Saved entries

^^^^^^^^^^^^^^^^

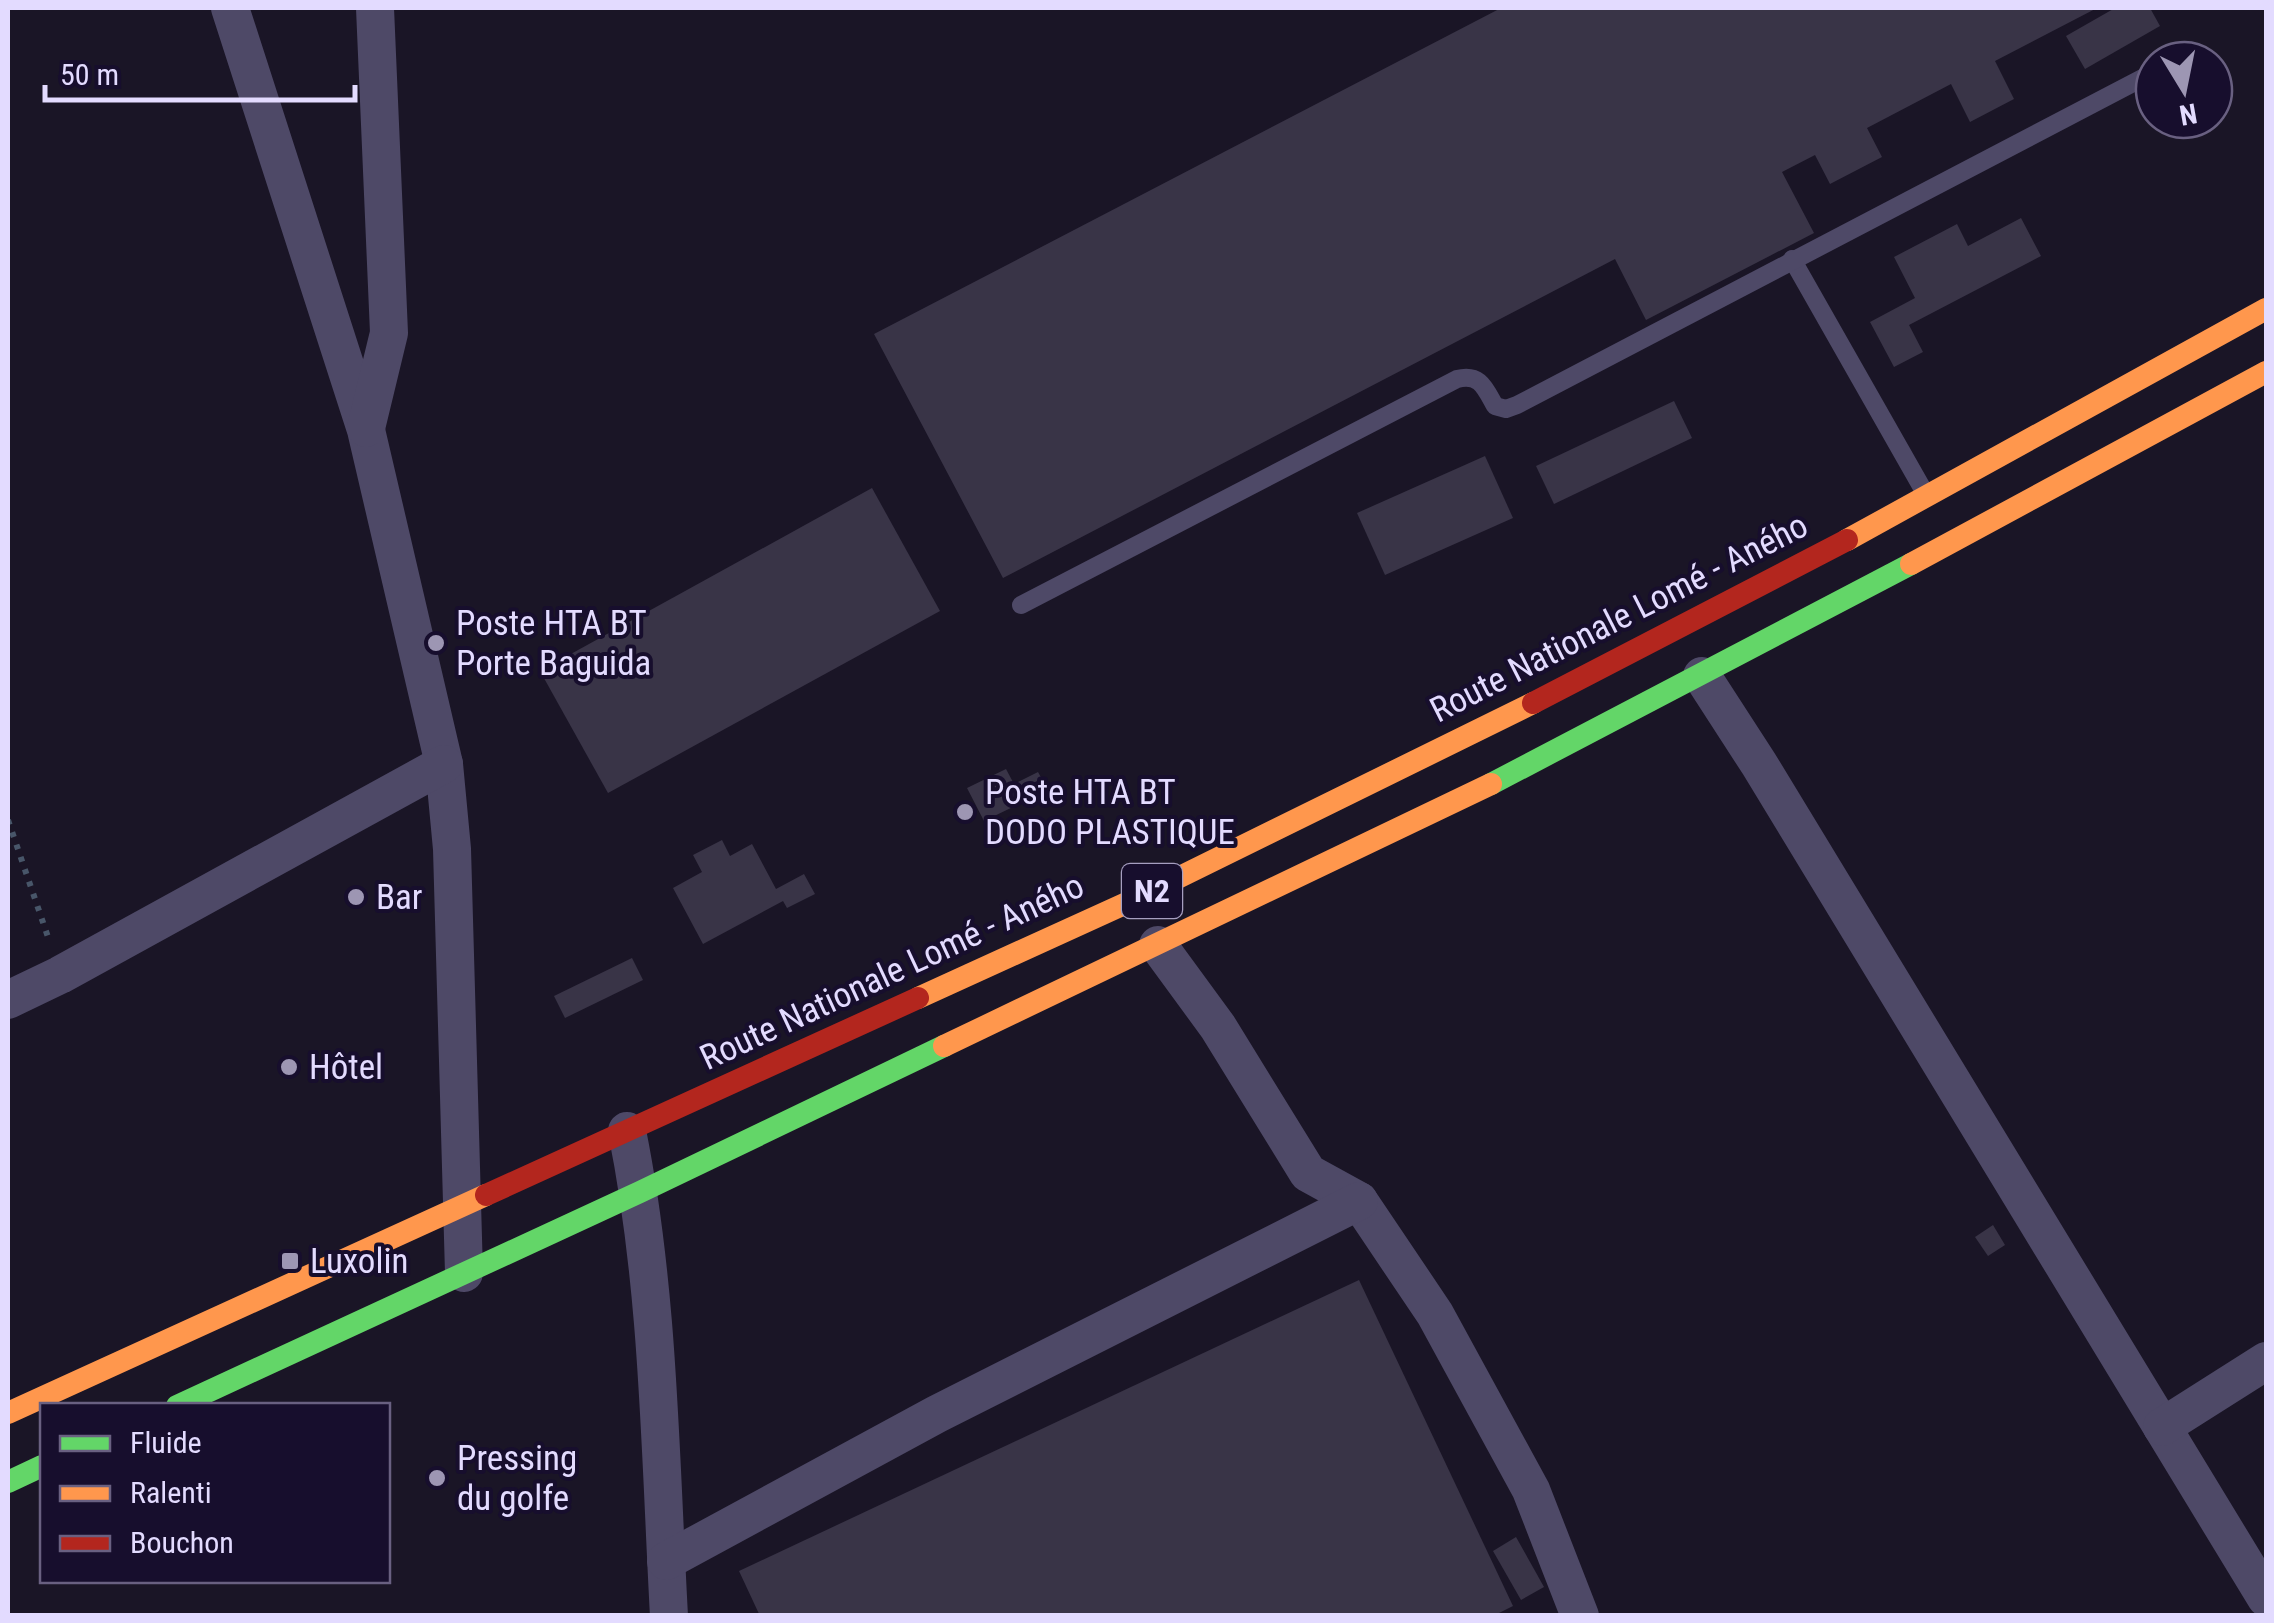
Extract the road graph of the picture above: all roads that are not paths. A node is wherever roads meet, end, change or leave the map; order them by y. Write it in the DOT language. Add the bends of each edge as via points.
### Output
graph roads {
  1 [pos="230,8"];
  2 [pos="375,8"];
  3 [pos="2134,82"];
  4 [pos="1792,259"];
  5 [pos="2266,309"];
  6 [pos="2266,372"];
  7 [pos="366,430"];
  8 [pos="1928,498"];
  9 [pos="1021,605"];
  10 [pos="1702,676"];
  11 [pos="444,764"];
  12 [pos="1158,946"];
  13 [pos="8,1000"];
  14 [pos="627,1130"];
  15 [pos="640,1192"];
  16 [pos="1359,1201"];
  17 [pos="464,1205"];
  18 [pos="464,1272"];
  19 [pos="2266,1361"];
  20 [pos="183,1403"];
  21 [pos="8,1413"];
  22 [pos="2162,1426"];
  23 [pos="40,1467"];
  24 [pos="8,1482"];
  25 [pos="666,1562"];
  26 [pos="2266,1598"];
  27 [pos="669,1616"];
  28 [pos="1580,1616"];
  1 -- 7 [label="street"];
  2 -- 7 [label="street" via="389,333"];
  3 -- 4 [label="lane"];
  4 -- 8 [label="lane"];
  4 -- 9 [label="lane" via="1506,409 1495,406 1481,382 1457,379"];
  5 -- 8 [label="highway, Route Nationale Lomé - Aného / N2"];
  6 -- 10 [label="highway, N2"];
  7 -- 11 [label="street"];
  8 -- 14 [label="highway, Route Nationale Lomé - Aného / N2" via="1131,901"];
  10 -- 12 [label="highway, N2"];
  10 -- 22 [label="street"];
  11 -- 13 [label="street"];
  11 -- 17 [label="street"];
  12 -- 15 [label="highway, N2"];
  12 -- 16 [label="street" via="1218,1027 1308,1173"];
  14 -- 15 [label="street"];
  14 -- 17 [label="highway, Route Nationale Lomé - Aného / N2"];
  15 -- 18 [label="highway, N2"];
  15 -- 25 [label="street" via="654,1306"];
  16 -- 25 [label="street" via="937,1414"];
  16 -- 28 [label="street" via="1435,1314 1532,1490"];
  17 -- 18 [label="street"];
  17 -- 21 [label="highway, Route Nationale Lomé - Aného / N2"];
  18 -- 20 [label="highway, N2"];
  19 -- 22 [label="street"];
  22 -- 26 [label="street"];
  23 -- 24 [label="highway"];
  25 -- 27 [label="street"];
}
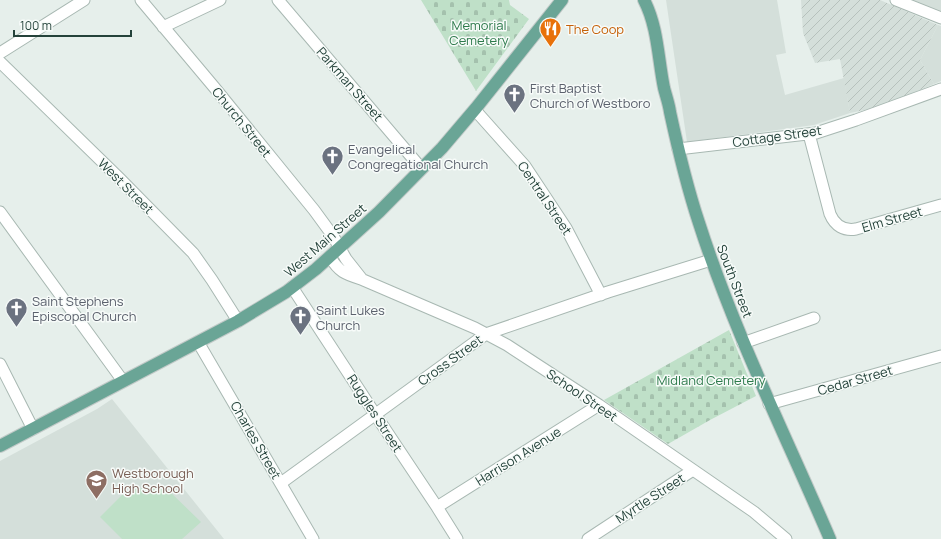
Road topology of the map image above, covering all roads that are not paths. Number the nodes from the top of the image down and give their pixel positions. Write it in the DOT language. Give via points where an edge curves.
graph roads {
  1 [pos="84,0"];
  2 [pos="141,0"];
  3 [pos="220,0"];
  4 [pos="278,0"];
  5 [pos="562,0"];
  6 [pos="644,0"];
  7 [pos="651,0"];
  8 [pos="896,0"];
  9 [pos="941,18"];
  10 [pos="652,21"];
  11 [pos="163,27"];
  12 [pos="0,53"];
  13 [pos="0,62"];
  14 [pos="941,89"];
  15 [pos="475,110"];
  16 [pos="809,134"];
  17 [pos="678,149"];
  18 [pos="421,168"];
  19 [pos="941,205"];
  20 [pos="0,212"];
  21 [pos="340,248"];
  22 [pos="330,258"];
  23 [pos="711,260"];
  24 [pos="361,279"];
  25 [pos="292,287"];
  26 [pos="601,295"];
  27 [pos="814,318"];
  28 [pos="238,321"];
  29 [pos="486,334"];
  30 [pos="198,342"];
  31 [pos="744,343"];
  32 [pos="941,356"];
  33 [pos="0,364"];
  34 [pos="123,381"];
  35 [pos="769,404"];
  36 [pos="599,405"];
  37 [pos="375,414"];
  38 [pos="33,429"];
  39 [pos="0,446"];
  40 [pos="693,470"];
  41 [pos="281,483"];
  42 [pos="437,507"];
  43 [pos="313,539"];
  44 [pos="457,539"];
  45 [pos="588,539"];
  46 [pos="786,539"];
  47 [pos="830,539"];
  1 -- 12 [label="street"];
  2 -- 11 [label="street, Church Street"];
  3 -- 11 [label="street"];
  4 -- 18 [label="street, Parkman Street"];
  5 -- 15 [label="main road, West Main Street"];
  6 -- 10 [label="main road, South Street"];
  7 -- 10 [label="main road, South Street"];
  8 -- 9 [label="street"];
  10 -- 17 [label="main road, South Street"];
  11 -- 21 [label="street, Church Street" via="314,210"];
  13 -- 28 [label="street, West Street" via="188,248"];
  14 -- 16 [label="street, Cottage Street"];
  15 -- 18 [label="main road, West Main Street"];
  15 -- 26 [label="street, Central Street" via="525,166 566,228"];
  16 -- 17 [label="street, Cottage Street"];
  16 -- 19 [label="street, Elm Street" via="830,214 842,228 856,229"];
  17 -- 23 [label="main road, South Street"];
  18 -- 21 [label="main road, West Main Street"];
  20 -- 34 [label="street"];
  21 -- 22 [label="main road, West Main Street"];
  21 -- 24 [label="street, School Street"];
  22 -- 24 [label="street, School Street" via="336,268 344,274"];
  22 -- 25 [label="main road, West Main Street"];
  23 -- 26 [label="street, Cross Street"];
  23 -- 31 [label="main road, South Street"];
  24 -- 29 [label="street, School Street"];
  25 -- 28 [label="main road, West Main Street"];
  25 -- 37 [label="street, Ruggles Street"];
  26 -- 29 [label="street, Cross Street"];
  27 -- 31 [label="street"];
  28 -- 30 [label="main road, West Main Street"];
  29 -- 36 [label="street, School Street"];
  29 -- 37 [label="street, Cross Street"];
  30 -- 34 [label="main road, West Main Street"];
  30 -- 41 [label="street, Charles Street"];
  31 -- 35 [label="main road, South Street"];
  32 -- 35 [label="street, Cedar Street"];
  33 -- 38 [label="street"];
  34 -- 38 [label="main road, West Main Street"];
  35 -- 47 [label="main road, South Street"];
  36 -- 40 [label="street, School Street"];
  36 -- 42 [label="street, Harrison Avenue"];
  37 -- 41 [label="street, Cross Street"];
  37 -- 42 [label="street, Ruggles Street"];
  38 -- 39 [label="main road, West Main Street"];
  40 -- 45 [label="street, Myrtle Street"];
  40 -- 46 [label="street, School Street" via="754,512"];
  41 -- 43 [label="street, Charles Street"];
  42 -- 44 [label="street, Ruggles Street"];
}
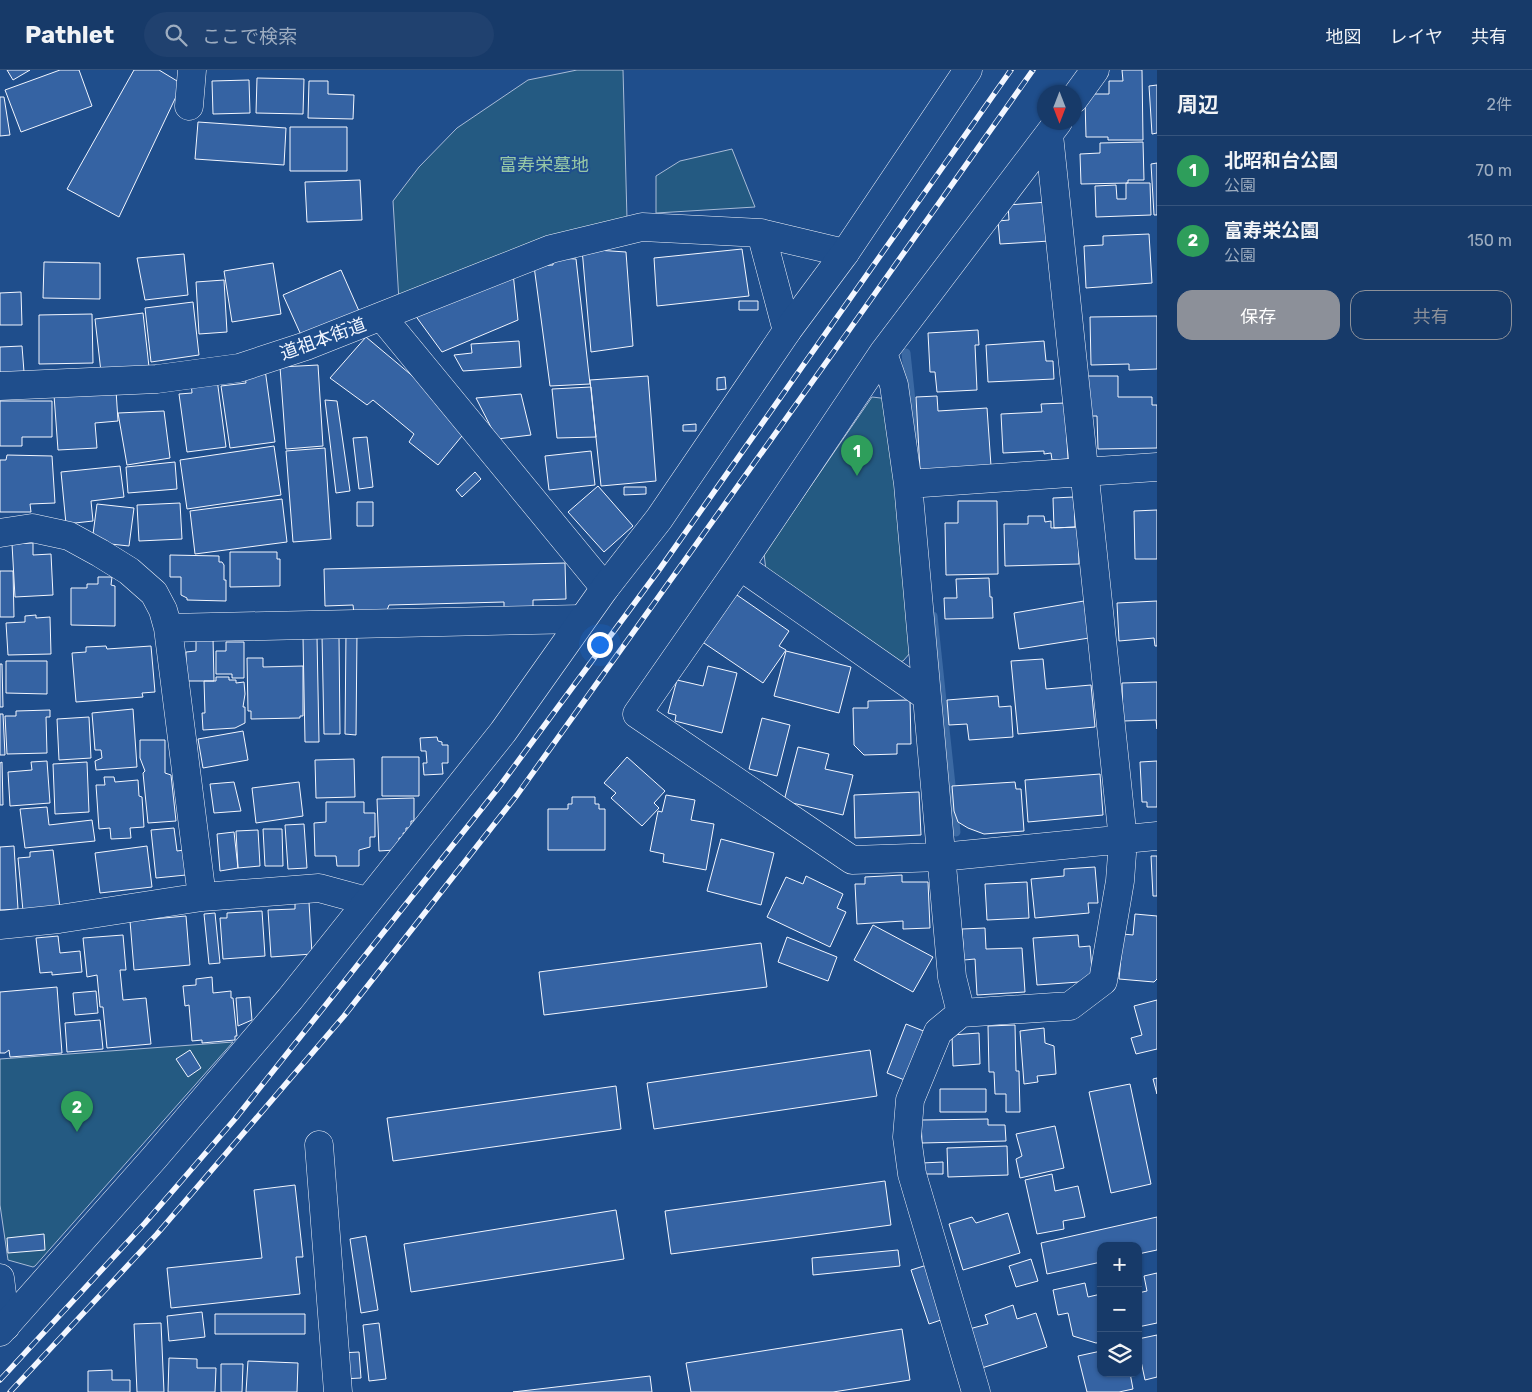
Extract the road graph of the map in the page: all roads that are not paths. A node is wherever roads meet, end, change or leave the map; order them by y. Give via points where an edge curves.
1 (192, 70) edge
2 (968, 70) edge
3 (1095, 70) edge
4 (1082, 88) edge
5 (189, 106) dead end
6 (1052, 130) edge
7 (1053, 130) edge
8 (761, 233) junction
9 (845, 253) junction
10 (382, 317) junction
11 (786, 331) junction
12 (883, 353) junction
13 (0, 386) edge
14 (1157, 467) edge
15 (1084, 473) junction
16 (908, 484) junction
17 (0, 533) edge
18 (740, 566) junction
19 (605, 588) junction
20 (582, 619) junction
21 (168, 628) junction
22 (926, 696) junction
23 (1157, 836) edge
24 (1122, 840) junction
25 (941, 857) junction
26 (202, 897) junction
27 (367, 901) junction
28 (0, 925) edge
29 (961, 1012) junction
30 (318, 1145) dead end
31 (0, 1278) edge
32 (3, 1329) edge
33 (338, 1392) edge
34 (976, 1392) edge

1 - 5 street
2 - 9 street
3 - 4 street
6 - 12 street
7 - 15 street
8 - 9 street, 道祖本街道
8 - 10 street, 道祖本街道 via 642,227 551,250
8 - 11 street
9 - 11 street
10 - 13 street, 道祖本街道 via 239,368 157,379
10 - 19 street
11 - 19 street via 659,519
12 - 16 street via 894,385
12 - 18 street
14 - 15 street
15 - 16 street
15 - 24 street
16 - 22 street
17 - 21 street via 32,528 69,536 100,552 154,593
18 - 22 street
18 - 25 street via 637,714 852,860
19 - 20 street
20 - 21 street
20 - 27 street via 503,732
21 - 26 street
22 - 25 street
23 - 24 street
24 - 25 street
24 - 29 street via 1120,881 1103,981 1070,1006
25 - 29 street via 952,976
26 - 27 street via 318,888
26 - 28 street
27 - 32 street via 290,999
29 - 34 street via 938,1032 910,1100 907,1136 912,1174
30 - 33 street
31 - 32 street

^^^^^^^^^^^^^^^^

Your answer must be the line containing "Extract the road graph of the map" and every line after it through the end of the records above, reproduced exactly and alone.

Answer box
Extract the road graph of the map in the page: all roads that are not paths. A node is wherever roads meet, end, change or leave the map; order them by y. Give via points where an edge curves.
1 (192, 70) edge
2 (968, 70) edge
3 (1095, 70) edge
4 (1082, 88) edge
5 (189, 106) dead end
6 (1052, 130) edge
7 (1053, 130) edge
8 (761, 233) junction
9 (845, 253) junction
10 (382, 317) junction
11 (786, 331) junction
12 (883, 353) junction
13 (0, 386) edge
14 (1157, 467) edge
15 (1084, 473) junction
16 (908, 484) junction
17 (0, 533) edge
18 (740, 566) junction
19 (605, 588) junction
20 (582, 619) junction
21 (168, 628) junction
22 (926, 696) junction
23 (1157, 836) edge
24 (1122, 840) junction
25 (941, 857) junction
26 (202, 897) junction
27 (367, 901) junction
28 (0, 925) edge
29 (961, 1012) junction
30 (318, 1145) dead end
31 (0, 1278) edge
32 (3, 1329) edge
33 (338, 1392) edge
34 (976, 1392) edge

1 - 5 street
2 - 9 street
3 - 4 street
6 - 12 street
7 - 15 street
8 - 9 street, 道祖本街道
8 - 10 street, 道祖本街道 via 642,227 551,250
8 - 11 street
9 - 11 street
10 - 13 street, 道祖本街道 via 239,368 157,379
10 - 19 street
11 - 19 street via 659,519
12 - 16 street via 894,385
12 - 18 street
14 - 15 street
15 - 16 street
15 - 24 street
16 - 22 street
17 - 21 street via 32,528 69,536 100,552 154,593
18 - 22 street
18 - 25 street via 637,714 852,860
19 - 20 street
20 - 21 street
20 - 27 street via 503,732
21 - 26 street
22 - 25 street
23 - 24 street
24 - 25 street
24 - 29 street via 1120,881 1103,981 1070,1006
25 - 29 street via 952,976
26 - 27 street via 318,888
26 - 28 street
27 - 32 street via 290,999
29 - 34 street via 938,1032 910,1100 907,1136 912,1174
30 - 33 street
31 - 32 street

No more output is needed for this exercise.